LA RAFLE

Pendant l’été 1942, la France est sous l’occupation allemande, les Juifs sont obligés de porter l’étoile jaune.
Dans la nuit du 15 au 16 juillet, leur destin bascule à la suite d’un accord entre les nazis et les autorités françaises sur l’arrestation et la déportation des nombreux juifs, accord qui débouche sur la rafle du Vélodrome d’Hiver. Le quartier de la Butte Montmartre n’y échappera pas, en effet la famille de Joseph Weissmann, un enfant juif d’une dizaine d’années, et leurs voisins sont arrêtés après avoir tenté par plusieurs moyens d’y échapper. Le père de Joseph aurait pu échapper à cette arrestation si Joseph ne l’avait pas malencontreusement dénoncé alors que sa mère s’était prétendue veuve auprès de miliciens.
À la suite de cette rafle, ils sont amenés dans le vélodrome d’Hiver, où Joseph et Noé, le petit frère de son meilleur ami, rencontrent une infirmière, Annette Monod, qui fera tout son possible pour les aider eux et les autres enfants juifs.
Au bout de deux jours, les raflés sont déportés dans un camp de transit, à Beaune-la-Rolande, dans le Loiret, où les conditions de vie sont insupportables : nourriture mauvaise et en maigre quantité, maladies, sans parler du désespoir psychologique des déportés. Affamés et affaiblis, les Juifs affrontent la faim et la soif. Quelques jours plus tard, les parents et les plus âgés de leurs enfants sont déportés dans un camp d’extermination, à Auschwitz, seuls les plus jeunes doivent rester en espérant leur retour qui n’aura pas lieu. Ces enfants ont été arrachés des bras de leur mère et Annette redouble d’efforts malgré la fatigue pour s’occuper d’eux.
Suite aux dernières paroles de sa mère lui disant de s’enfuir, Joseph et un de ses camarades s’enfuient avec la complicité des autres. Joseph ne peut pas emmener avec lui son meilleur ami parce qu’il est malade, il a une vilaine hernie qui l’empêche de marcher. Finalement Joseph survivra grâce à son évasion ainsi que Noé qui s’est échappé du train et qui a été recueilli par un couple de personnes âgées. En 1945, à la fin de la guerre, ils retrouvent tous deux Annette au Lutetia, un hôtel parisien où sont accueillis les rescapés des camps….

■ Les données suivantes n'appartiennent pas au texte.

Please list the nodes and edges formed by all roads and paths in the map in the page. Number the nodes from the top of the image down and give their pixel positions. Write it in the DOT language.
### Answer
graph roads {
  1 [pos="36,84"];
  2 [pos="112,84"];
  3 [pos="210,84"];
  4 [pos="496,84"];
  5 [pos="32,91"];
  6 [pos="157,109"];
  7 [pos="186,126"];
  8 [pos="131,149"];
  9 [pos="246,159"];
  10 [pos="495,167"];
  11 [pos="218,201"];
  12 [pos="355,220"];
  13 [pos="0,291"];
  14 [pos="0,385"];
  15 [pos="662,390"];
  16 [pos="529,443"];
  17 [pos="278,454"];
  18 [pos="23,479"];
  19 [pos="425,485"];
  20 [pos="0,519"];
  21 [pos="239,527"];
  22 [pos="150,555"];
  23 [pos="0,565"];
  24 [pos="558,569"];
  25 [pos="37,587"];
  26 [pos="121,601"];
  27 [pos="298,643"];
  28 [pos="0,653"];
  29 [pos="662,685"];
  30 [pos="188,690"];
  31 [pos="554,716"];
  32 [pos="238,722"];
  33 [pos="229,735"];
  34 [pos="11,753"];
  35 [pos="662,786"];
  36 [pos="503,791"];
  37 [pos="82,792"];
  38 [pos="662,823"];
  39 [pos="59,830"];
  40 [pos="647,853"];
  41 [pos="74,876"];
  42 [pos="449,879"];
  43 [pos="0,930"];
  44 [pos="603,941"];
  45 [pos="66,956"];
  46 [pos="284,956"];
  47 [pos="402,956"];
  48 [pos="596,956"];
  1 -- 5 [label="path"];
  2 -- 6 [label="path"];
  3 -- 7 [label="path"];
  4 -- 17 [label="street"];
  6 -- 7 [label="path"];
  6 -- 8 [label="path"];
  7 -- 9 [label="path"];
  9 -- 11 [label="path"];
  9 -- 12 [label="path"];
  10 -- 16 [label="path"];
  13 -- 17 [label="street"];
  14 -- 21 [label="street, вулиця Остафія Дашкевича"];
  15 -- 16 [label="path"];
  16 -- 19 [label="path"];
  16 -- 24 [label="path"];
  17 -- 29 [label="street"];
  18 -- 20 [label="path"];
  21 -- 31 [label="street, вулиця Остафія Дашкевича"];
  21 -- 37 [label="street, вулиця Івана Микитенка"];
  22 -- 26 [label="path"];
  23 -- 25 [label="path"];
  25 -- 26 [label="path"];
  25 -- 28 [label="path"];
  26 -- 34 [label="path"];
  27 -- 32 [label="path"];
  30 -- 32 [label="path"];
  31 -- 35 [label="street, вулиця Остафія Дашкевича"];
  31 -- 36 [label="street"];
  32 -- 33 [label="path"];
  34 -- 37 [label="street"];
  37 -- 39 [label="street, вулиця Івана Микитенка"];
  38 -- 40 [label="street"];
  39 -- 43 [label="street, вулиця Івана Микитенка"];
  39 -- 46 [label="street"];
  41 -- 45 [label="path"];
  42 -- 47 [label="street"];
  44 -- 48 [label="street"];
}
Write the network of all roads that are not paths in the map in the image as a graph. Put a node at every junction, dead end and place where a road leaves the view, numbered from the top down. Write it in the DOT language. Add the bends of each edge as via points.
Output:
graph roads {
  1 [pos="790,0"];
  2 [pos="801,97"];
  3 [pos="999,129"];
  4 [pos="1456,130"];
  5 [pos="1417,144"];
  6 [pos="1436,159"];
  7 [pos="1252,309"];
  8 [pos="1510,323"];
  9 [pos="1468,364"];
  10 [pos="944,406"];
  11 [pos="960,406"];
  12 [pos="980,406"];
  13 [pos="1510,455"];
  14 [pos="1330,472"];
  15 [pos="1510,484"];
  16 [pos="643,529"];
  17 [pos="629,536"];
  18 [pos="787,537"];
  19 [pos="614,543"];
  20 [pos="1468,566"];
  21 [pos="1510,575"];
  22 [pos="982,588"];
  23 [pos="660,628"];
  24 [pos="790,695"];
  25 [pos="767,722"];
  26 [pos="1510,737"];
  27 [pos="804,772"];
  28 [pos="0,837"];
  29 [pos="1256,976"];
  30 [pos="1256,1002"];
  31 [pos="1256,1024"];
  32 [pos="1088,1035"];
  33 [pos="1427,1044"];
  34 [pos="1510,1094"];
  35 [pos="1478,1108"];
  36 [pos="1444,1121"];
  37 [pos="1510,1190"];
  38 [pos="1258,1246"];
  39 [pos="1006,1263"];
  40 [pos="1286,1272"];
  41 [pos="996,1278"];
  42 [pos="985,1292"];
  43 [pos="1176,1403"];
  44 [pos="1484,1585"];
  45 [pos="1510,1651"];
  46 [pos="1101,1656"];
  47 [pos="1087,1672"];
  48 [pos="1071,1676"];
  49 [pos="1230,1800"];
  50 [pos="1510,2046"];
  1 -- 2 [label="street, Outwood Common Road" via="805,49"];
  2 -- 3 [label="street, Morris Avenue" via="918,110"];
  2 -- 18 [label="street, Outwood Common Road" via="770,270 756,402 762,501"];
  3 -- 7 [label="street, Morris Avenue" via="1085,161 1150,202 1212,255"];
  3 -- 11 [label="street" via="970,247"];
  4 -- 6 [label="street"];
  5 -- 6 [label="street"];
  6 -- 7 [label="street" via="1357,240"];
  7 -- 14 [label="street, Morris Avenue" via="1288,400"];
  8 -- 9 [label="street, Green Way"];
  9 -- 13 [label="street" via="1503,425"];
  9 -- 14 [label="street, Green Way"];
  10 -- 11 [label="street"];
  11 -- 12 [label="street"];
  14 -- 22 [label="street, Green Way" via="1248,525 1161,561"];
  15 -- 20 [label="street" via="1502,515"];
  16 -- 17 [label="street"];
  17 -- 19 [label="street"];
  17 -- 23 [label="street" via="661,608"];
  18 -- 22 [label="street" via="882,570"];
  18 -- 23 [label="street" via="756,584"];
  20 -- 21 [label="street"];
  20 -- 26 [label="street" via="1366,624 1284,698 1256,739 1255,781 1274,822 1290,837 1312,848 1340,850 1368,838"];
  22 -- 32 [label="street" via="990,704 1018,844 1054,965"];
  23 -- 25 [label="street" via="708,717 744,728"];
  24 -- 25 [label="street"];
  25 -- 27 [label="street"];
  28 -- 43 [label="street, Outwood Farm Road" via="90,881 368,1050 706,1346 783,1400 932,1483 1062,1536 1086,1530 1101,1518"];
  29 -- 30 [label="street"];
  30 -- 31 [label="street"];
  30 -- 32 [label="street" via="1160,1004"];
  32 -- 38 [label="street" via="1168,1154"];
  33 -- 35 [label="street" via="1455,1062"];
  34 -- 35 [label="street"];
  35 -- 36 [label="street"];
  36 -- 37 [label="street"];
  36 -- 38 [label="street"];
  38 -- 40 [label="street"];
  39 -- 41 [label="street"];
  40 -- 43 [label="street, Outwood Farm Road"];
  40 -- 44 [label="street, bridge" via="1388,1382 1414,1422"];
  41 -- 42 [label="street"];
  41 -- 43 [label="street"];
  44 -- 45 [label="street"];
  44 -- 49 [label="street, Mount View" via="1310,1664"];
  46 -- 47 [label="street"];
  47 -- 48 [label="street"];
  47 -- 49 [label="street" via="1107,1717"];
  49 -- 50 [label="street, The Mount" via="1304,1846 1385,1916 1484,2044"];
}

L’avis d’IMAJ, par Agnès Bensimon

Joseph Weismann est un gamin de Montmartre. Il a 11 ans et porte l’étoile jaune quand il est embarqué avec les siens par la police française lors des rafles des 15 et 16 juillet 1942 à Paris. Sa famille partage le sort des quelque 13.152 Juifs parqués au Vélodrome d’Hiver, avant d’être déplacés au camp de Beaune-la-Rolande, jusqu’à leur déportation à Auschwitz. Joseph réussit à s’évader du camp de transit. Il est l’un des 25 survivants de la rafle du Vel’d’Hiv.
La réalisatrice, Rose Bosch, retrace, à travers l’histoire véridique de Joseph Weismann, l’une des pages les plus sombres de l’Occupation et du gouvernement du Maréchal Pétain, la rafle du Vel d’Hiv ayant été orchestrée par l’administration française pour devancer les attentes des Allemands en matière de déportation des populations juives en France. Le film suit le parcours vers la mort des victimes à la fois sur la scène des promoteurs de l’opération (discussions entre Pétain et Laval, la police française et la Gestapo, Hitler jouant les papa-gâteaux du haut de son nid d’aigle…) et des personnages par les yeux desquels la rafle est vécue (la famille Weismann, le docteur Sheinbaum et l’infirmière Annette Monod qui se dévouent corps et âmes au Vel d’Hiv comme à Beaune-la-Rolande). Le film multiplie les détails vrais comme autant de gages à la véracité de la mise en scène ainsi que les effets pour susciter l’empathie : plans d’ensemble surplombant le Vel d’Hiv surpeuplé, mouvements de caméra embarquée dans les nombreuses séquences de terreur et de bousculade.
« La rafle » est une ambitieuse fiction qui privilégie le spectaculaire et le pathos dans un souci pédagogique et moral honnête. Reste à savoir si ce choix délibéré permet réellement le partage par le spectateur contemporain des atrocités subies par les victimes d’alors.